I'm certainly no expert, but I thought I'd pass on a few recent realizations regarding getting a cruising cat upwind.
Over the years, I had come to the conclusion that upwind sailing generally isn't worth it... adopting kind of a "gentlemen don't sail to weather" attitude.
Recently, I had guests on board that were small boat sailors and interested in learning, so we had a sail tacking upwind from Norman Island to Cooper Island.
I had a guest at the helm while I handled the sails and gave instructions. I was really surprised how much I learned in the process, here are some of my conclusions - dissent welcome. This is obviously somewhat specific to the type of boat we were on ( Leopard 42 ) and the conditions ( 16-18 kts with occasional gusts into the low 20s ).

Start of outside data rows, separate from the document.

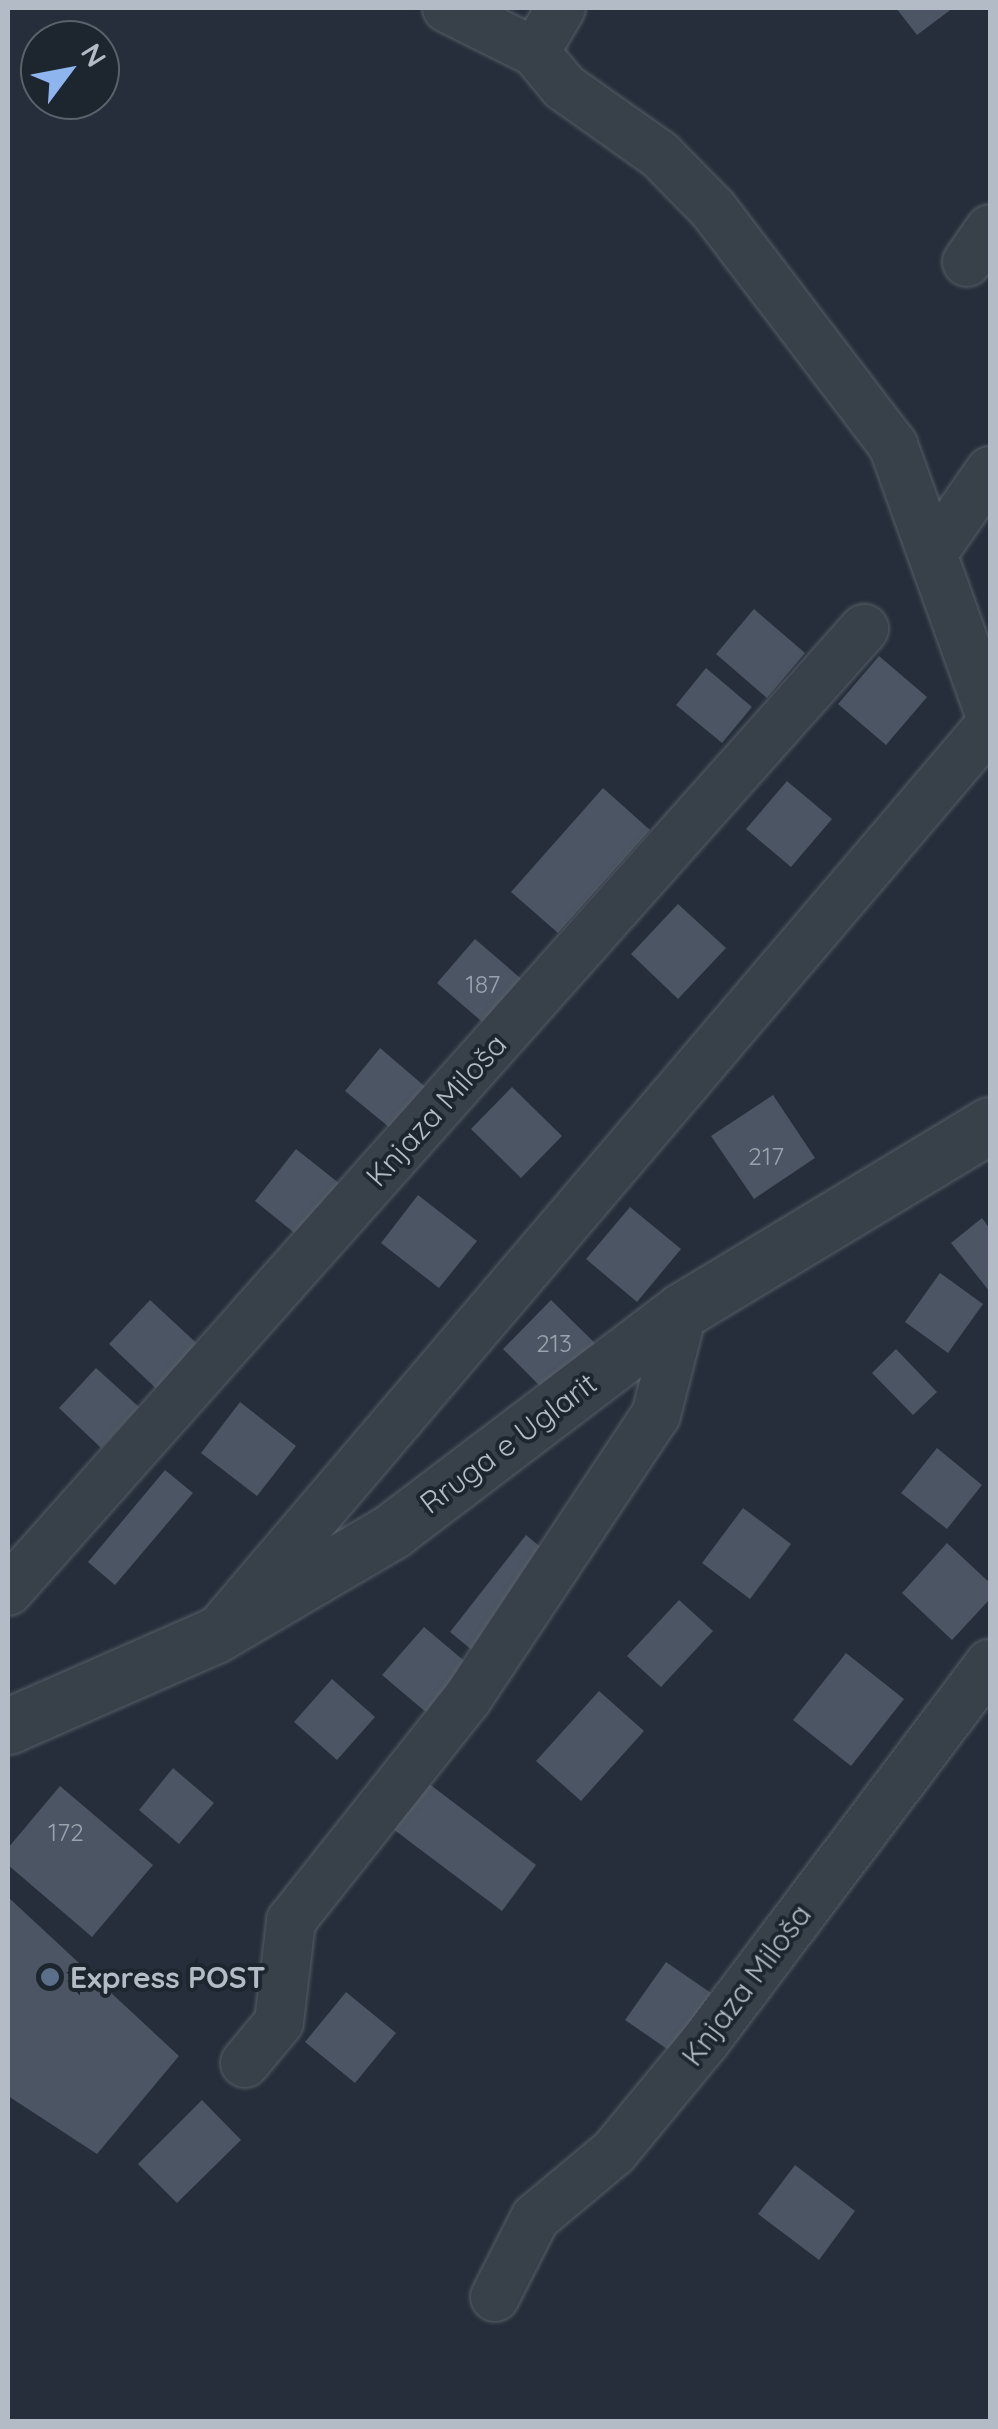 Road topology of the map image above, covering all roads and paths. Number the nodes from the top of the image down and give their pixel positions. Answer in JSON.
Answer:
{"nodes":[{"id":1,"x":447,"y":8,"type":"edge"},
{"id":2,"x":561,"y":8,"type":"edge"},
{"id":3,"x":535,"y":52,"type":"junction"},
{"id":4,"x":990,"y":471,"type":"edge"},
{"id":5,"x":934,"y":552,"type":"junction"},
{"id":6,"x":864,"y":629,"type":"dead end"},
{"id":7,"x":990,"y":715,"type":"edge"},
{"id":8,"x":990,"y":726,"type":"edge"},
{"id":9,"x":990,"y":1125,"type":"edge"},
{"id":10,"x":683,"y":1310,"type":"junction"},
{"id":11,"x":8,"y":1591,"type":"edge"},
{"id":12,"x":215,"y":1635,"type":"junction"},
{"id":13,"x":990,"y":1664,"type":"edge"},
{"id":14,"x":8,"y":1726,"type":"edge"},
{"id":15,"x":245,"y":2063,"type":"dead end"},
{"id":16,"x":496,"y":2298,"type":"dead end"}],
"edges":[{"from":1,"to":3,"type":"street"},
{"from":2,"to":3,"type":"street"},
{"from":3,"to":5,"type":"street"},
{"from":4,"to":5,"type":"street"},
{"from":5,"to":7,"type":"street"},
{"from":6,"to":11,"type":"street","name":"Knjaza Miloša"},
{"from":8,"to":12,"type":"street"},
{"from":9,"to":10,"type":"street","name":"Rruga e Uglarit"},
{"from":10,"to":12,"type":"street","name":"Rruga e Uglarit"},
{"from":10,"to":15,"type":"street"},
{"from":12,"to":14,"type":"street","name":"Rruga e Uglarit"},
{"from":13,"to":16,"type":"street","name":"Knjaza Miloša"}]} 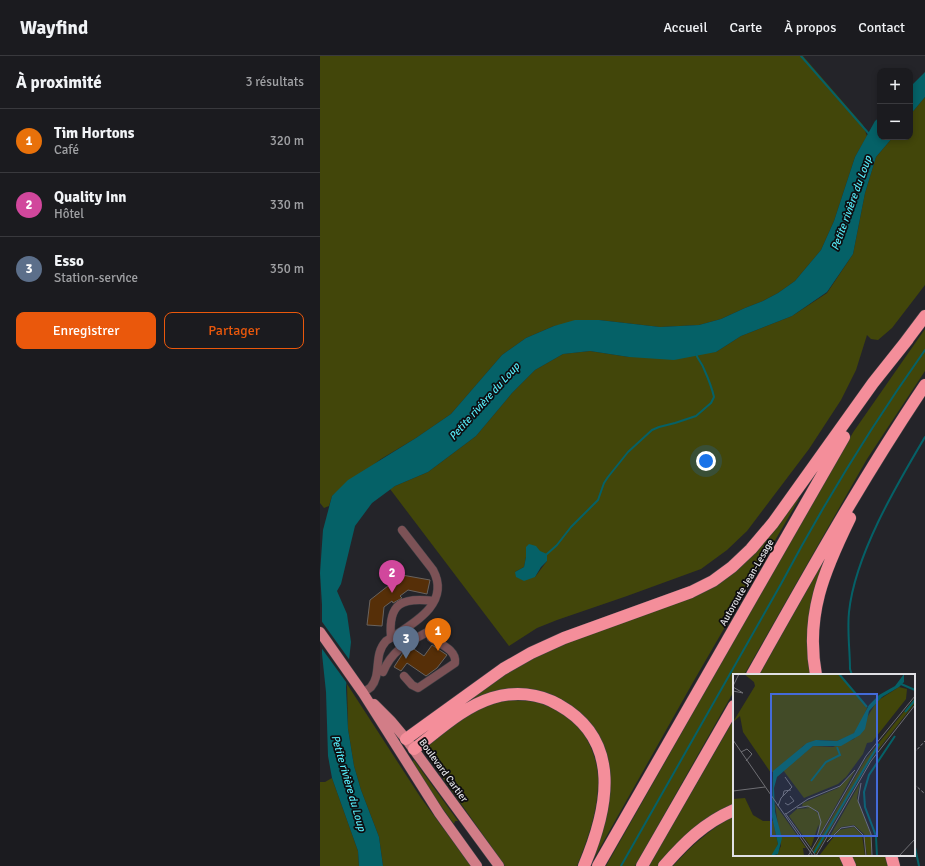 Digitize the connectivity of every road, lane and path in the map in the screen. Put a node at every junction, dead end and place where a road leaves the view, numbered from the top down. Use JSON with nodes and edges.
{"nodes":[{"id":1,"x":925,"y":316,"type":"edge"},
{"id":2,"x":908,"y":339,"type":"junction"},
{"id":3,"x":925,"y":385,"type":"edge"},
{"id":4,"x":891,"y":436,"type":"junction"},
{"id":5,"x":402,"y":530,"type":"dead end"},
{"id":6,"x":434,"y":602,"type":"junction"},
{"id":7,"x":320,"y":632,"type":"edge"},
{"id":8,"x":391,"y":637,"type":"junction"},
{"id":9,"x":383,"y":672,"type":"dead end"},
{"id":10,"x":753,"y":674,"type":"edge"},
{"id":11,"x":816,"y":674,"type":"edge"},
{"id":12,"x":404,"y":676,"type":"dead end"},
{"id":13,"x":363,"y":693,"type":"junction"},
{"id":14,"x":733,"y":708,"type":"edge"},
{"id":15,"x":925,"y":741,"type":"edge"},
{"id":16,"x":410,"y":744,"type":"junction"},
{"id":17,"x":396,"y":746,"type":"junction"},
{"id":18,"x":915,"y":752,"type":"edge"},
{"id":19,"x":403,"y":757,"type":"junction"},
{"id":20,"x":915,"y":785,"type":"edge"},
{"id":21,"x":925,"y":794,"type":"edge"},
{"id":22,"x":733,"y":811,"type":"edge"},
{"id":23,"x":845,"y":856,"type":"edge"},
{"id":24,"x":891,"y":856,"type":"edge"},
{"id":25,"x":477,"y":866,"type":"edge"},
{"id":26,"x":499,"y":866,"type":"edge"},
{"id":27,"x":584,"y":866,"type":"edge"},
{"id":28,"x":598,"y":866,"type":"edge"},
{"id":29,"x":642,"y":866,"type":"edge"},
{"id":30,"x":664,"y":866,"type":"edge"},
{"id":31,"x":850,"y":866,"type":"edge"},
{"id":32,"x":894,"y":866,"type":"edge"}],
"edges":[{"from":1,"to":2,"type":"highway","name":"Autoroute Jean-Lesage"},
{"from":2,"to":16,"type":"highway"},
{"from":2,"to":28,"type":"highway","name":"Autoroute Jean-Lesage"},
{"from":3,"to":4,"type":"highway"},
{"from":4,"to":10,"type":"highway"},
{"from":4,"to":11,"type":"highway"},
{"from":5,"to":6,"type":"lane"},
{"from":6,"to":8,"type":"lane"},
{"from":6,"to":8,"type":"lane"},
{"from":7,"to":13,"type":"main road","name":"Boulevard Cartier"},
{"from":8,"to":13,"type":"lane"},
{"from":9,"to":12,"type":"lane"},
{"from":13,"to":16,"type":"main road","name":"Boulevard Cartier"},
{"from":13,"to":17,"type":"main road","name":"Boulevard Cartier"},
{"from":14,"to":29,"type":"highway"},
{"from":15,"to":18,"type":"path"},
{"from":16,"to":17,"type":"main road"},
{"from":16,"to":19,"type":"main road"},
{"from":16,"to":26,"type":"main road","name":"Boulevard Cartier"},
{"from":16,"to":27,"type":"highway"},
{"from":17,"to":19,"type":"main road","name":"Boulevard Cartier"},
{"from":19,"to":25,"type":"main road","name":"Boulevard Cartier"},
{"from":20,"to":21,"type":"path"},
{"from":22,"to":30,"type":"highway"},
{"from":23,"to":31,"type":"highway"},
{"from":24,"to":32,"type":"highway"}]}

* Close-hauled courses need to be hand steered. These cats don't point well and just don't have the performance margin for a compass course. All opportunities to gain height must be exploited.
* If the telltales are flying, you are probably not pointing high enough. The headsail has to be on the verge of shiver.
* Trim the genoa fairly close, but not overly flat. Then sail by SOG. Every wind increase must be turned into height, not speed. Settle on a SOG ( like 6 kts. ) and try to keep the boat there. If you're accelerating, you missed an opportunity to come up. Puffs must be watched for and anticipated. Fall off in lulls just enough to preserve boat speed.
I'm pleased that the L42 has much better helm feel, less weather helm and overall seems to be a better sailing boat than the outgoing L40.
LIO KAI is now listed on the Moorings brokerage site, MANTA was just offloaded in Tortola and is at the Moorings dock awaiting comissioning and paperwork. We are very excited for the next 5 years.